Any criticism able to be made of China — of dithering, a tendency to deny rather than face up, the use of secrecy and threats to silence doctors, and of institutional inertia  — is likely to be able to be made of the US.  On the face of it, the US intelligence agencies and public health authorities, including its Centres for Disease Control — were aware of the nature of the virus, the suspicions about its epidemiology and aetiology, and its genetic structure from the first days of this year. They were aware of this directly from China, but also through the WHO, to whom China had publicly reported at the end of 2019. That was well before — three weeks before — China was confiding in its own population, and initiating its quarantine and social isolation measures, with a brutal efficiency that seems to have suffocated the spread.
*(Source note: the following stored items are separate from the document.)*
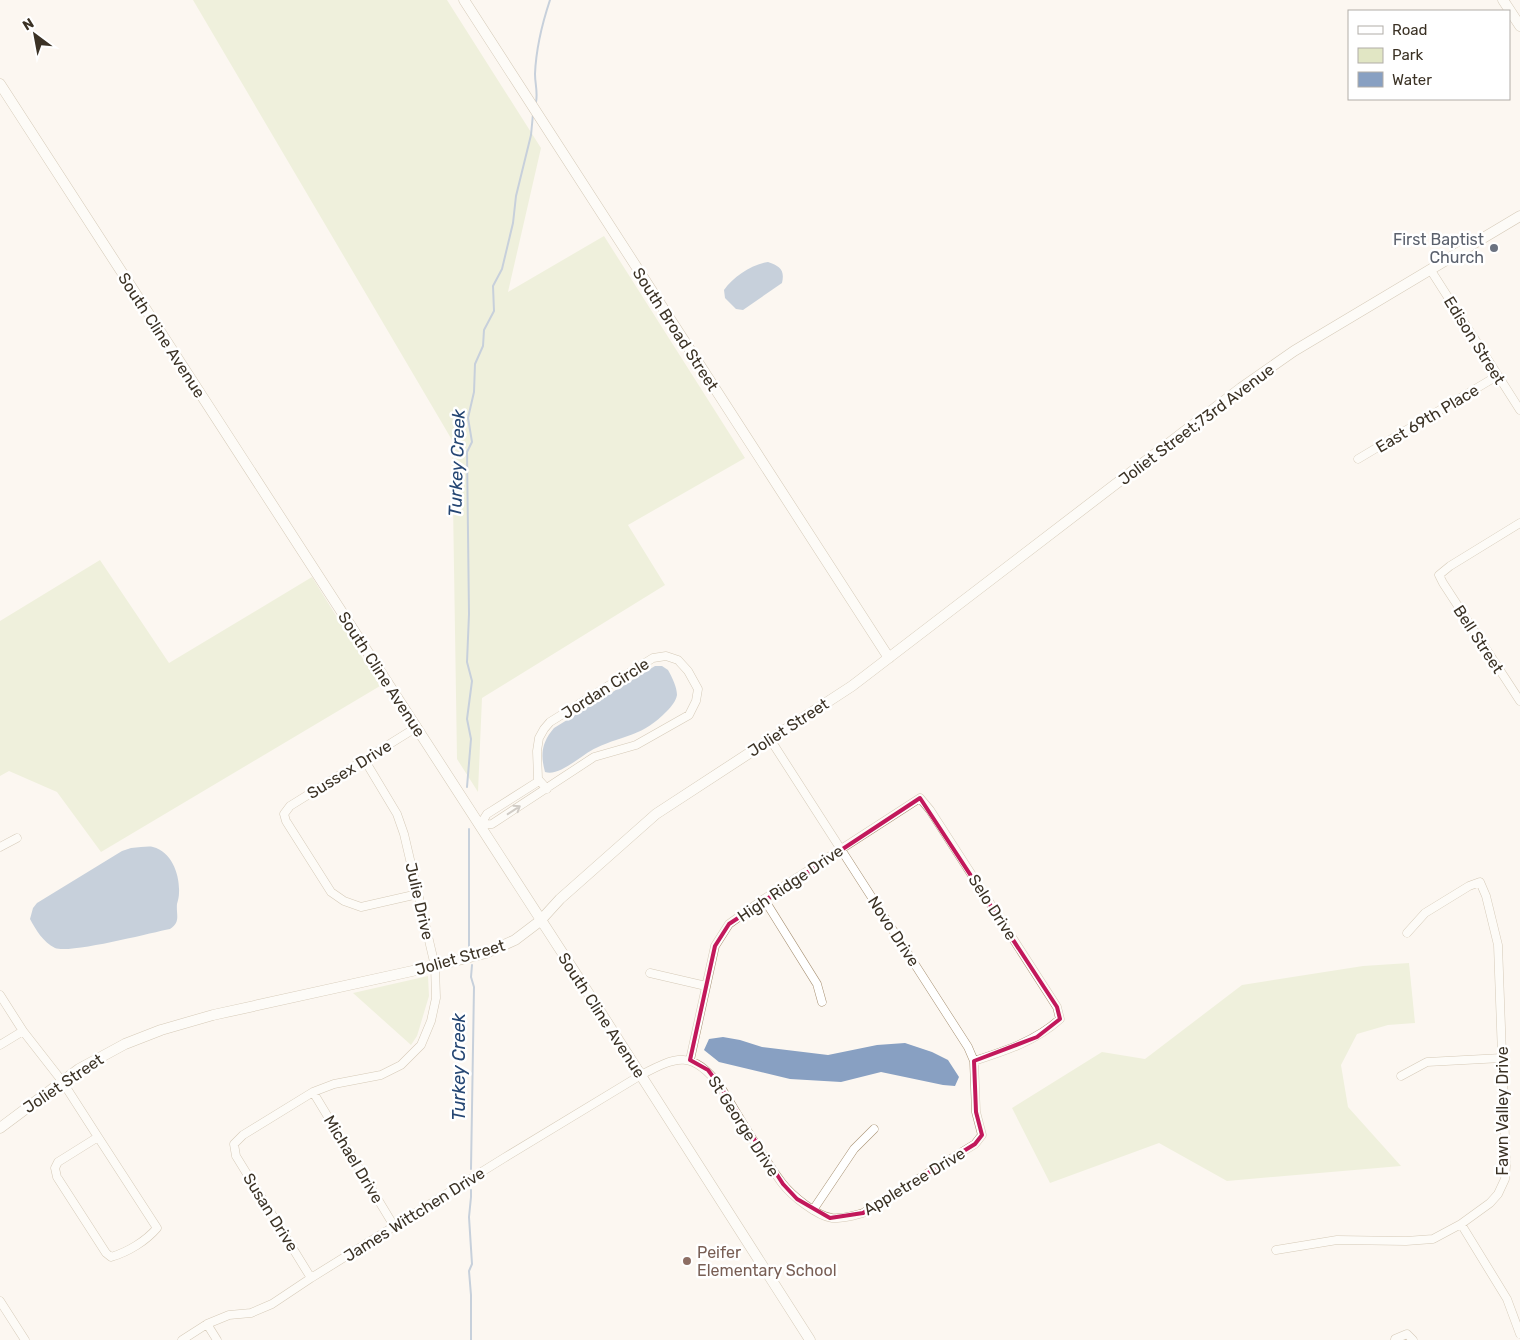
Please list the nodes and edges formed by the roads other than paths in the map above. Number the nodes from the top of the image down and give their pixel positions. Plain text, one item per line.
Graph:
1 (464, 0) edge
2 (1510, 11) edge
3 (1520, 26) edge
4 (0, 84) edge
5 (1520, 216) edge
6 (1430, 269) junction
7 (1497, 376) junction
8 (1520, 410) edge
9 (1358, 459) dead end
10 (1520, 523) edge
11 (889, 658) junction
12 (1520, 684) edge
13 (1512, 689) junction
14 (1520, 701) edge
15 (417, 727) junction
16 (770, 739) junction
17 (364, 760) junction
18 (539, 780) junction
19 (547, 789) junction
20 (920, 798) joint
21 (480, 825) junction
22 (17, 838) dead end
23 (0, 847) edge
24 (841, 849) junction
25 (418, 894) junction
26 (764, 899) junction
27 (540, 921) junction
28 (1407, 933) dead end
29 (435, 966) junction
30 (650, 973) dead end
31 (706, 986) junction
32 (0, 995) edge
33 (822, 1002) dead end
34 (23, 1031) junction
35 (0, 1045) edge
36 (1502, 1058) junction
37 (690, 1060) junction
38 (974, 1061) junction
39 (641, 1075) junction
40 (1401, 1076) dead end
41 (62, 1081) junction
42 (313, 1092) junction
43 (0, 1128) edge
44 (874, 1129) dead end
45 (982, 1135) joint
46 (98, 1137) junction
47 (234, 1144) joint
48 (813, 1210) junction
49 (1461, 1224) junction
50 (394, 1226) junction
51 (1276, 1250) dead end
52 (311, 1278) junction
53 (0, 1301) edge
54 (207, 1324) junction
55 (1520, 1334) edge
56 (25, 1340) edge
57 (182, 1340) edge
58 (217, 1340) edge
59 (810, 1340) edge
60 (1395, 1340) edge
61 (1413, 1340) edge

1 - 11 street, South Broad Street
2 - 3 street
4 - 15 street, South Cline Avenue
5 - 6 street, Joliet Street;73rd Avenue
6 - 7 street, Edison Street
6 - 11 street, Joliet Street;73rd Avenue
7 - 8 street, Edison Street
7 - 9 street, East 69th Place
10 - 13 street, Bell Street
11 - 16 street, Joliet Street
12 - 13 street
13 - 14 street, Bell Street
15 - 17 street, Sussex Drive
15 - 21 street, South Cline Avenue
16 - 24 street, Novo Drive
16 - 27 street, Joliet Street
17 - 25 street, Julie Drive
17 - 25 street, Sussex Drive
18 - 19 street
18 - 19 street, Jordan Circle
18 - 21 street
21 -> 19 street, Jordan Circle
20 - 24 street, High Ridge Drive
20 - 38 street, Selo Drive
21 - 27 street, South Cline Avenue
22 - 23 street
24 - 26 street, High Ridge Drive
24 - 38 street, Novo Drive
25 - 29 street, Julie Drive
26 - 31 street, High Ridge Drive
26 - 33 street
27 - 29 street, Joliet Street
27 - 39 street, South Cline Avenue
28 - 36 street, Fawn Valley Drive
29 - 41 street, Joliet Street
29 - 42 street, Julie Drive
30 - 31 street
31 - 37 street, High Ridge Drive
32 - 34 street
34 - 35 street
34 - 41 street
36 - 40 street
36 - 49 street, Fawn Valley Drive
37 - 39 street
37 - 48 street, St George Drive
38 - 45 street, Novo Drive
39 - 50 street, James Wittchen Drive
39 - 59 street, South Cline Avenue
41 - 43 street, Joliet Street
41 - 46 street
42 - 47 street, Julie Drive
42 - 50 street, Michael Drive
44 - 48 street
45 - 48 street, Appletree Drive
46 - 46 street
47 - 52 street, Susan Drive
49 - 51 street, Fawn Valley Drive
49 - 55 street
50 - 52 street, James Wittchen Drive
52 - 54 street, James Wittchen Drive
53 - 56 street
54 - 57 street, James Wittchen Drive
54 - 58 street
60 - 61 street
The US — which has usually led the world in the study and understanding of epidemic disease — could have been expected to be exemplary in its own management and confinement of any local outbreak, and in supplying the rest of the world with knowledge and resources. It has done it before, both through the WHO and also in many bilateral aid programs.

This time about, however, a massive failure of political leadership at the top, as well as the consequences of running down resources and expertise left the US flatfooted, even now looking to be having the worst mortality from the disease. It had months to prepare, but the US Administration effectively did nothing, other than to issue false reassurances that it had matters under control. Even with social controls — of lockdown, shutdowns and social spacing, the US went late and in an uncoordinated manner. An estimate this week for example was that 30,000 of the US dead would still be alive had such controls been in place a week before they were imposed.
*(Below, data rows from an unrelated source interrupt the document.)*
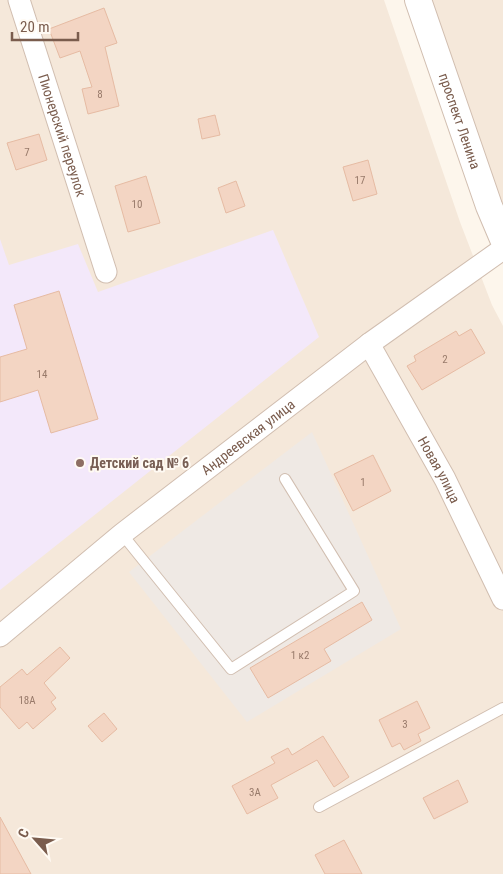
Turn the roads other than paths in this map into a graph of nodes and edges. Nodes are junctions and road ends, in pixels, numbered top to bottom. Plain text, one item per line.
1 (19, 0) edge
2 (418, 0) edge
3 (503, 239) edge
4 (503, 248) edge
5 (106, 272) dead end
6 (369, 344) junction
7 (285, 478) dead end
8 (122, 534) junction
9 (503, 599) edge
10 (0, 636) edge
11 (503, 708) edge
12 (319, 807) dead end

1 - 5 street, Пионерский переулок
2 - 3 street, проспект Ленина
4 - 6 street, Андреевская улица
6 - 8 street, Андреевская улица
6 - 9 street, Новая улица
7 - 8 lane
8 - 10 street, Андреевская улица
11 - 12 lane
Countries have adopted their own strategies, with different senses of urgency and of grim purpose. In parts of the US, and in Sweden, there has been a good deal less lockdown. Italy and Spain, in particular, were early evidences of complacency, but, also probably places where incidence was higher because of a significantly older population. As in the United States, the death rate in Britain says much about the quality of government.

By contrast, the successes of counter measures in south east Asia, including Taiwan, Hong Kong, Japan and South Korea, and Australia and New Zealand with their additional advantages of nautical boundaries, are a reproach to most of the rest of the world. It would be impossible to do a merely medical, or scientific study of the emergence, distribution and abundance of the virus without close examination of the political and economic measures taken by particular countries. And, down the track, such an examination would almost certainly also require a review of the success of various countries in picking the moment to slow and then reverse some of the social isolation measures and to get economies running again.